Consider the rise of infotainment, parasocial media, deskilling and outsourcing, and the advanced erosion of the barriers separating the personal from the political and the public from the private. Despite the cyber utopic promises of the early internet, today’s networked culture has congealed into a heavily surveilled and ideologically fraught territory rife with propagandism and fundamentally allergic to nuance. Though the badaud has never had the reach of its iconic counterpart, the flaneur, the term might perfectly suit the contemporary subject and provide a crucial clue to understanding the current models of interpreting, consuming and creating art.
un Magazine issue 18.1 Badaud features essays, reviews, short fiction and artwork that confront the manifold manifestations of badauderie today. Typically cloaking a writer’s complicity with the status quo and happy compliance with market trends, the art-word refrains of ‘openness’ and ‘ambiguity’ (sometimes elaborated as asking questions, not providing answers) are often defensively wielded to avoid expressing a coherent worldview or forgo defining a serious set of aesthetic or political commitments. Rather than cede to ineffectual platitudes, the contributors to this issue have a point to argue. Along with the suggestion that trivial pursuits, passive consumption and faux experience might be bad for us (and art), this issue reinforces the importance of critical writing as a bulwark against dubious appropriations and the obfuscating veil of good intentions.

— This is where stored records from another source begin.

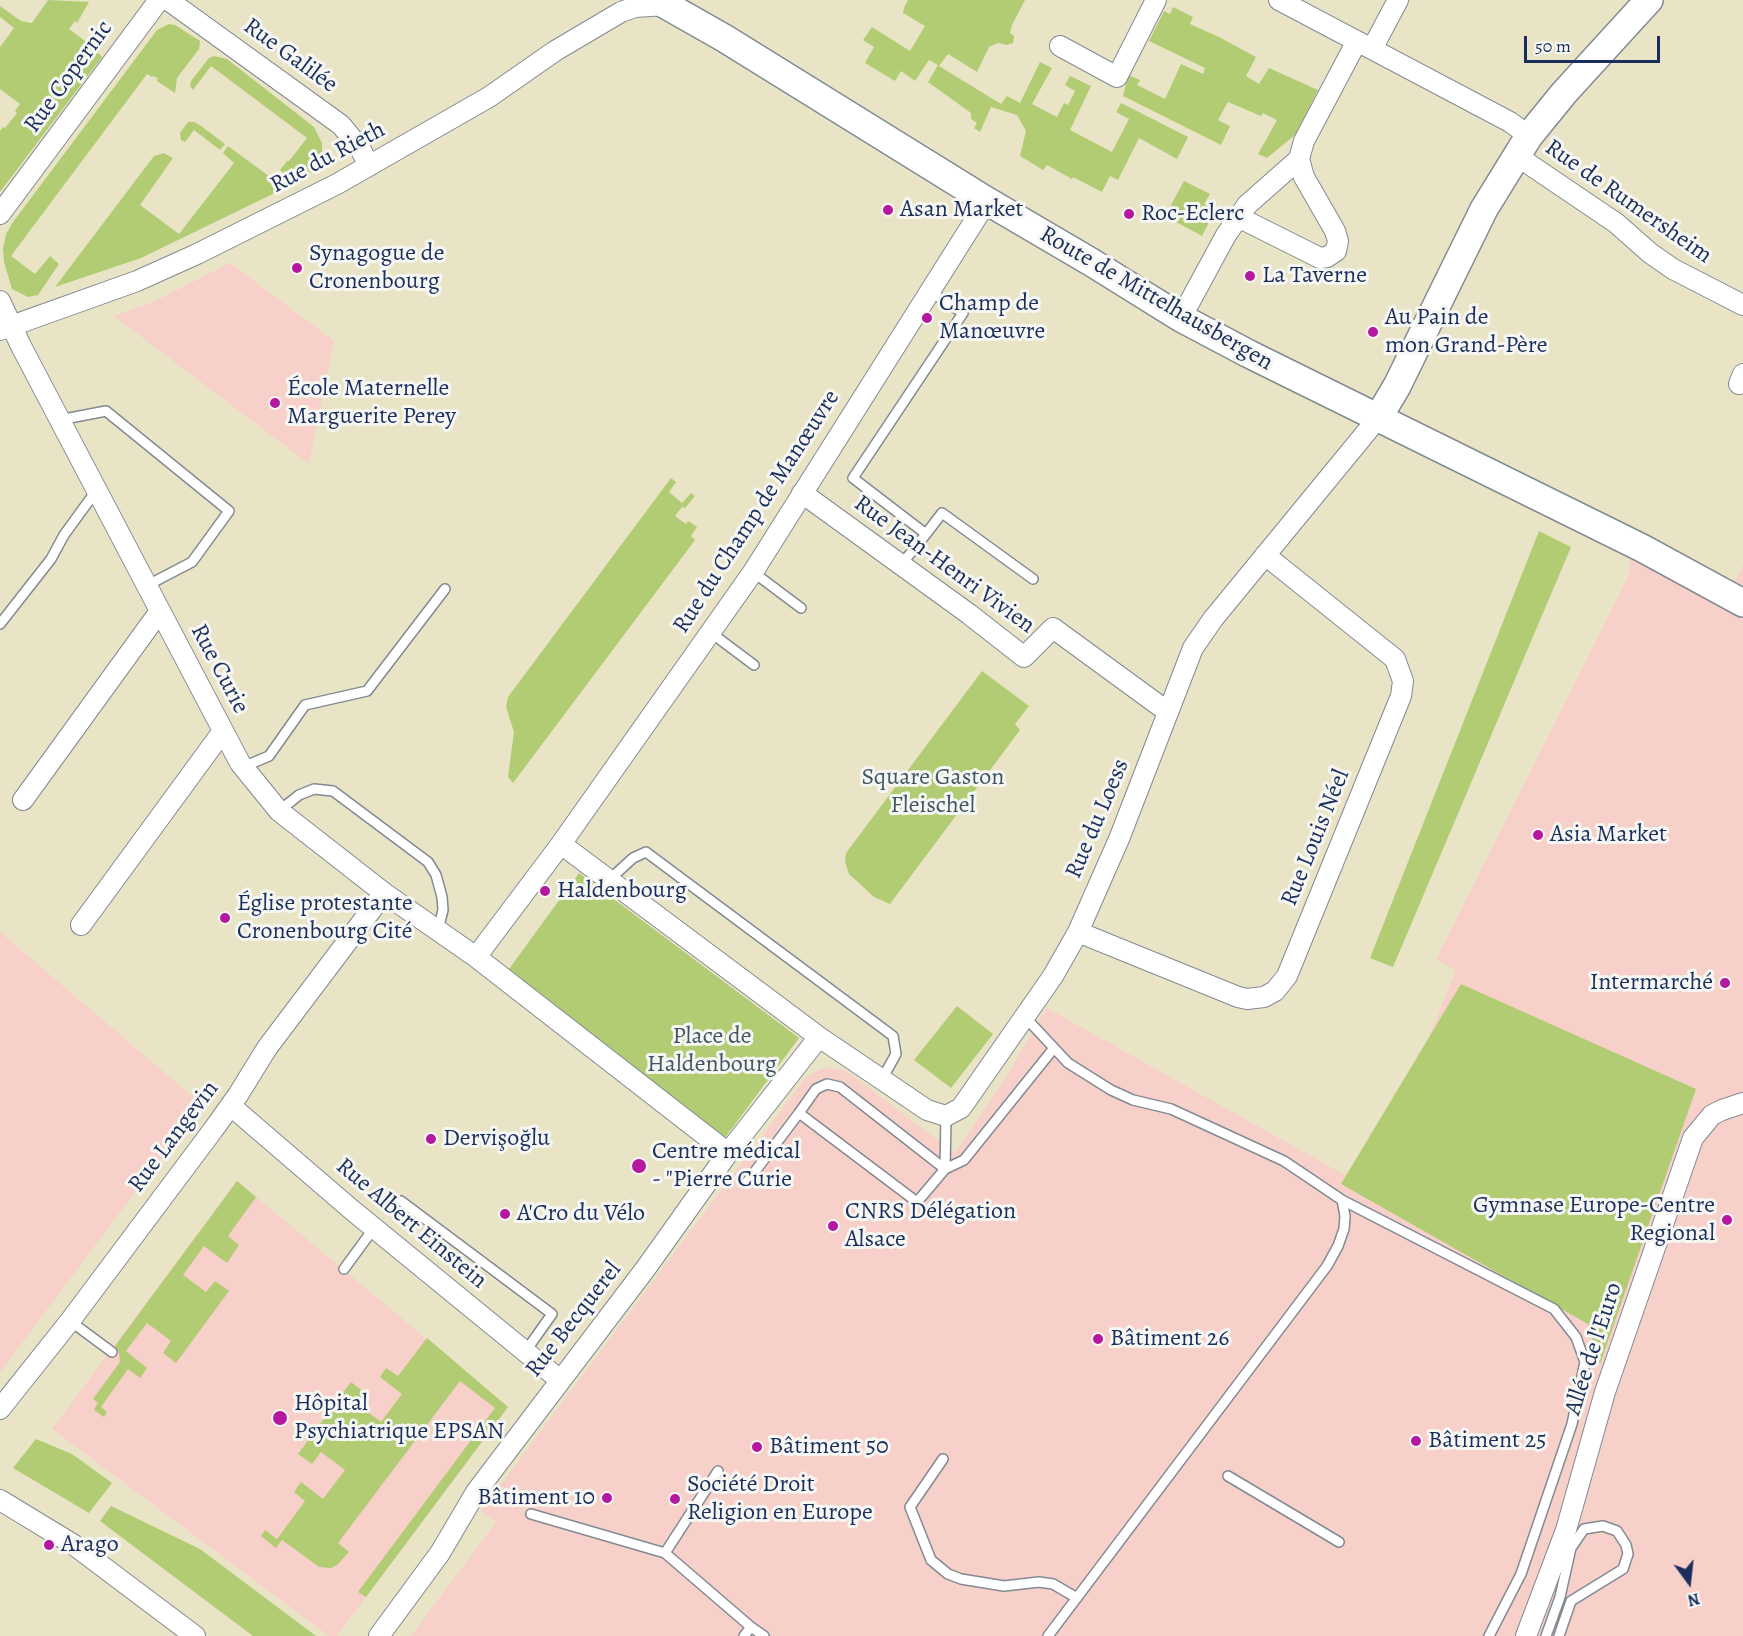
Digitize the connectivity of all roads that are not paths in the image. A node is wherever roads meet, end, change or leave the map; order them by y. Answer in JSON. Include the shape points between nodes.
{"nodes":[{"id":1,"x":159,"y":0,"type":"edge"},
{"id":2,"x":168,"y":0,"type":"edge"},
{"id":3,"x":697,"y":0,"type":"edge"},
{"id":4,"x":1156,"y":0,"type":"edge"},
{"id":5,"x":1279,"y":0,"type":"edge"},
{"id":6,"x":1649,"y":0,"type":"edge"},
{"id":7,"x":1394,"y":1,"type":"edge"},
{"id":8,"x":661,"y":3,"type":"edge"},
{"id":9,"x":1364,"y":45,"type":"junction"},
{"id":10,"x":1060,"y":46,"type":"dead end"},
{"id":11,"x":1523,"y":146,"type":"junction"},
{"id":12,"x":1299,"y":159,"type":"junction"},
{"id":13,"x":369,"y":166,"type":"junction"},
{"id":14,"x":987,"y":201,"type":"junction"},
{"id":15,"x":0,"y":214,"type":"edge"},
{"id":16,"x":1238,"y":217,"type":"junction"},
{"id":17,"x":929,"y":291,"type":"junction"},
{"id":18,"x":0,"y":301,"type":"edge"},
{"id":19,"x":1743,"y":305,"type":"edge"},
{"id":20,"x":1181,"y":318,"type":"junction"},
{"id":21,"x":6,"y":328,"type":"edge"},
{"id":22,"x":1378,"y":418,"type":"junction"},
{"id":23,"x":59,"y":420,"type":"junction"},
{"id":24,"x":96,"y":491,"type":"junction"},
{"id":25,"x":802,"y":493,"type":"junction"},
{"id":26,"x":926,"y":534,"type":"junction"},
{"id":27,"x":1265,"y":555,"type":"junction"},
{"id":28,"x":902,"y":565,"type":"junction"},
{"id":29,"x":753,"y":572,"type":"junction"},
{"id":30,"x":1033,"y":579,"type":"dead end"},
{"id":31,"x":146,"y":586,"type":"junction"},
{"id":32,"x":445,"y":589,"type":"dead end"},
{"id":33,"x":1743,"y":603,"type":"edge"},
{"id":34,"x":801,"y":608,"type":"dead end"},
{"id":35,"x":160,"y":611,"type":"junction"},
{"id":36,"x":0,"y":624,"type":"edge"},
{"id":37,"x":710,"y":632,"type":"junction"},
{"id":38,"x":754,"y":665,"type":"dead end"},
{"id":39,"x":1168,"y":712,"type":"junction"},
{"id":40,"x":223,"y":731,"type":"junction"},
{"id":41,"x":243,"y":767,"type":"junction"},
{"id":42,"x":23,"y":800,"type":"dead end"},
{"id":43,"x":279,"y":811,"type":"junction"},
{"id":44,"x":561,"y":844,"type":"junction"},
{"id":45,"x":609,"y":880,"type":"junction"},
{"id":46,"x":384,"y":893,"type":"junction"},
{"id":47,"x":81,"y":924,"type":"dead end"},
{"id":48,"x":438,"y":930,"type":"junction"},
{"id":49,"x":1078,"y":933,"type":"junction"},
{"id":50,"x":477,"y":957,"type":"junction"},
{"id":51,"x":1025,"y":1017,"type":"junction"},
{"id":52,"x":819,"y":1037,"type":"junction"},
{"id":53,"x":1054,"y":1048,"type":"junction"},
{"id":54,"x":882,"y":1079,"type":"junction"},
{"id":55,"x":1743,"y":1103,"type":"edge"},
{"id":56,"x":231,"y":1106,"type":"junction"},
{"id":57,"x":799,"y":1113,"type":"junction"},
{"id":58,"x":946,"y":1116,"type":"junction"},
{"id":59,"x":728,"y":1154,"type":"junction"},
{"id":60,"x":945,"y":1169,"type":"junction"},
{"id":61,"x":747,"y":1182,"type":"dead end"},
{"id":62,"x":1342,"y":1200,"type":"junction"},
{"id":63,"x":401,"y":1201,"type":"dead end"},
{"id":64,"x":374,"y":1228,"type":"junction"},
{"id":65,"x":344,"y":1269,"type":"dead end"},
{"id":66,"x":70,"y":1321,"type":"junction"},
{"id":67,"x":112,"y":1352,"type":"dead end"},
{"id":68,"x":525,"y":1352,"type":"junction"},
{"id":69,"x":560,"y":1380,"type":"junction"},
{"id":70,"x":0,"y":1408,"type":"edge"},
{"id":71,"x":943,"y":1459,"type":"dead end"},
{"id":72,"x":718,"y":1471,"type":"dead end"},
{"id":73,"x":1228,"y":1476,"type":"dead end"},
{"id":74,"x":0,"y":1500,"type":"edge"},
{"id":75,"x":531,"y":1514,"type":"dead end"},
{"id":76,"x":1339,"y":1542,"type":"dead end"},
{"id":77,"x":665,"y":1553,"type":"junction"},
{"id":78,"x":1077,"y":1598,"type":"junction"},
{"id":79,"x":751,"y":1627,"type":"junction"},
{"id":80,"x":195,"y":1636,"type":"edge"},
{"id":81,"x":379,"y":1636,"type":"edge"},
{"id":82,"x":744,"y":1636,"type":"edge"},
{"id":83,"x":764,"y":1636,"type":"edge"},
{"id":84,"x":1048,"y":1636,"type":"edge"},
{"id":85,"x":1489,"y":1636,"type":"edge"},
{"id":86,"x":1526,"y":1636,"type":"edge"},
{"id":87,"x":1546,"y":1636,"type":"edge"},
{"id":88,"x":1559,"y":1636,"type":"edge"}],
"edges":[{"from":1,"to":15,"type":"street","name":"Rue Copernic"},
{"from":2,"to":13,"type":"street","name":"Rue Galilée","via":[[340,125],[360,148]]},
{"from":3,"to":8,"type":"main road"},
{"from":4,"to":10,"type":"street","via":[[1117,77]]},
{"from":5,"to":9,"type":"street","name":"Rue de Rumersheim"},
{"from":6,"to":11,"type":"main road","via":[[1564,93]]},
{"from":7,"to":9,"type":"street"},
{"from":8,"to":13,"type":"street","name":"Rue du Rieth","via":[[621,12],[489,97]]},
{"from":8,"to":14,"type":"main road","name":"Route de Mittelhausbergen"},
{"from":9,"to":11,"type":"street","name":"Rue de Rumersheim","via":[[1510,122]]},
{"from":9,"to":12,"type":"street","via":[[1304,141]]},
{"from":11,"to":19,"type":"street","name":"Rue de Rumersheim","via":[[1650,254]]},
{"from":11,"to":22,"type":"main road","via":[[1484,209]]},
{"from":12,"to":16,"type":"street"},
{"from":12,"to":16,"type":"street","via":[[1304,177],[1335,231],[1336,251],[1320,258]]},
{"from":13,"to":21,"type":"street","name":"Rue du Rieth","via":[[197,254],[136,281]]},
{"from":14,"to":17,"type":"street","name":"Rue du Champ de Manœuvre"},
{"from":14,"to":20,"type":"main road","name":"Route de Mittelhausbergen"},
{"from":16,"to":20,"type":"street"},
{"from":17,"to":25,"type":"street","name":"Rue du Champ de Manœuvre"},
{"from":17,"to":26,"type":"lane","via":[[963,313],[853,478]]},
{"from":18,"to":21,"type":"street","name":"Rue Curie"},
{"from":20,"to":22,"type":"main road","name":"Route de Mittelhausbergen","via":[[1338,407]]},
{"from":21,"to":23,"type":"street","name":"Rue Curie"},
{"from":22,"to":27,"type":"street","name":"Rue du Loess"},
{"from":22,"to":33,"type":"main road","name":"Route de Mittelhausbergen","via":[[1642,548]]},
{"from":23,"to":24,"type":"street","name":"Rue Curie"},
{"from":23,"to":31,"type":"lane","via":[[106,411],[229,511],[192,562]]},
{"from":24,"to":31,"type":"street","name":"Rue Curie"},
{"from":24,"to":36,"type":"lane","via":[[51,559]]},
{"from":25,"to":28,"type":"street","name":"Rue Jean-Henri Vivien"},
{"from":25,"to":29,"type":"street","name":"Rue du Champ de Manœuvre"},
{"from":26,"to":28,"type":"lane"},
{"from":26,"to":30,"type":"lane","via":[[942,513]]},
{"from":27,"to":39,"type":"street","name":"Rue du Loess","via":[[1194,648]]},
{"from":27,"to":49,"type":"street","name":"Rue Louis Néel","via":[[1395,659],[1403,681],[1401,696],[1287,976],[1275,991],[1247,999]]},
{"from":28,"to":39,"type":"street","name":"Rue Jean-Henri Vivien","via":[[1024,657],[1053,628]]},
{"from":29,"to":34,"type":"lane"},
{"from":29,"to":37,"type":"street","name":"Rue du Champ de Manœuvre"},
{"from":31,"to":35,"type":"street","name":"Rue Curie"},
{"from":32,"to":41,"type":"lane","via":[[367,691],[305,705],[269,756]]},
{"from":35,"to":40,"type":"street","name":"Rue Curie"},
{"from":35,"to":42,"type":"street"},
{"from":37,"to":38,"type":"lane"},
{"from":37,"to":44,"type":"street","name":"Rue du Champ de Manœuvre"},
{"from":39,"to":49,"type":"street","name":"Rue du Loess"},
{"from":40,"to":41,"type":"street","name":"Rue Curie"},
{"from":40,"to":47,"type":"street"},
{"from":41,"to":43,"type":"street","name":"Rue Curie"},
{"from":43,"to":46,"type":"street","name":"Rue Curie"},
{"from":43,"to":48,"type":"lane","via":[[314,789],[333,791],[428,862],[442,897]]},
{"from":44,"to":45,"type":"street"},
{"from":44,"to":50,"type":"street"},
{"from":45,"to":52,"type":"street"},
{"from":45,"to":54,"type":"lane","via":[[633,858],[646,852],[893,1036],[896,1054]]},
{"from":46,"to":48,"type":"street","name":"Rue Curie"},
{"from":46,"to":56,"type":"street","name":"Rue Langevin","via":[[267,1048]]},
{"from":48,"to":50,"type":"street","name":"Rue Curie"},
{"from":49,"to":51,"type":"street","name":"Rue du Loess"},
{"from":50,"to":59,"type":"street"},
{"from":51,"to":53,"type":"lane"},
{"from":51,"to":58,"type":"street","name":"Rue du Loess","via":[[961,1108]]},
{"from":52,"to":54,"type":"street"},
{"from":52,"to":59,"type":"street"},
{"from":53,"to":60,"type":"lane","via":[[964,1160]]},
{"from":53,"to":62,"type":"lane","via":[[1068,1063],[1111,1090],[1171,1109],[1284,1161]]},
{"from":54,"to":58,"type":"street","via":[[927,1110]]},
{"from":55,"to":86,"type":"street","name":"Allée de l'Euro","via":[[1712,1115],[1693,1138],[1605,1392],[1566,1530]]},
{"from":56,"to":64,"type":"street","name":"Rue Albert Einstein"},
{"from":56,"to":66,"type":"street","name":"Rue Langevin"},
{"from":57,"to":60,"type":"lane","via":[[816,1089],[827,1084],[840,1087]]},
{"from":57,"to":60,"type":"lane","via":[[917,1202]]},
{"from":57,"to":61,"type":"lane"},
{"from":58,"to":60,"type":"lane"},
{"from":59,"to":69,"type":"street","name":"Rue Becquerel"},
{"from":62,"to":78,"type":"lane","via":[[1344,1229],[1327,1266]]},
{"from":62,"to":85,"type":"lane","via":[[1554,1309],[1576,1337],[1585,1362],[1572,1424],[1521,1574]]},
{"from":63,"to":68,"type":"lane","via":[[552,1314]]},
{"from":64,"to":65,"type":"lane"},
{"from":64,"to":68,"type":"street","name":"Rue Albert Einstein"},
{"from":66,"to":67,"type":"lane"},
{"from":66,"to":70,"type":"street","name":"Rue Langevin"},
{"from":68,"to":69,"type":"street","name":"Rue Albert Einstein"},
{"from":69,"to":81,"type":"street","name":"Rue Becquerel","via":[[476,1492],[440,1553]]},
{"from":71,"to":78,"type":"lane","via":[[910,1507],[931,1560],[961,1579],[1004,1586],[1053,1584]]},
{"from":72,"to":77,"type":"lane"},
{"from":73,"to":76,"type":"lane"},
{"from":74,"to":80,"type":"street","via":[[74,1545]]},
{"from":75,"to":77,"type":"lane"},
{"from":77,"to":79,"type":"lane"},
{"from":78,"to":84,"type":"lane"},
{"from":79,"to":82,"type":"lane"},
{"from":79,"to":83,"type":"lane"},
{"from":87,"to":88,"type":"lane","via":[[1571,1548],[1584,1529],[1603,1526],[1617,1531],[1628,1554],[1623,1569],[1571,1601]]}]}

Though we may all be ‘part-time’ badauds, perhaps we should be wary of untempered badauderie.
[1].Miranda Gill, Eccentricity and the Cultural Imagination in Nineteenth-Century Paris, Oxford: Oxford University Press, 2009, pp. 138–40.
[2] Pierre Athanase Larousse, Grand dictionnaire universel du XIXe siècle, Paris: Administration du Grand dictionnaire universel, 1867, p. 39.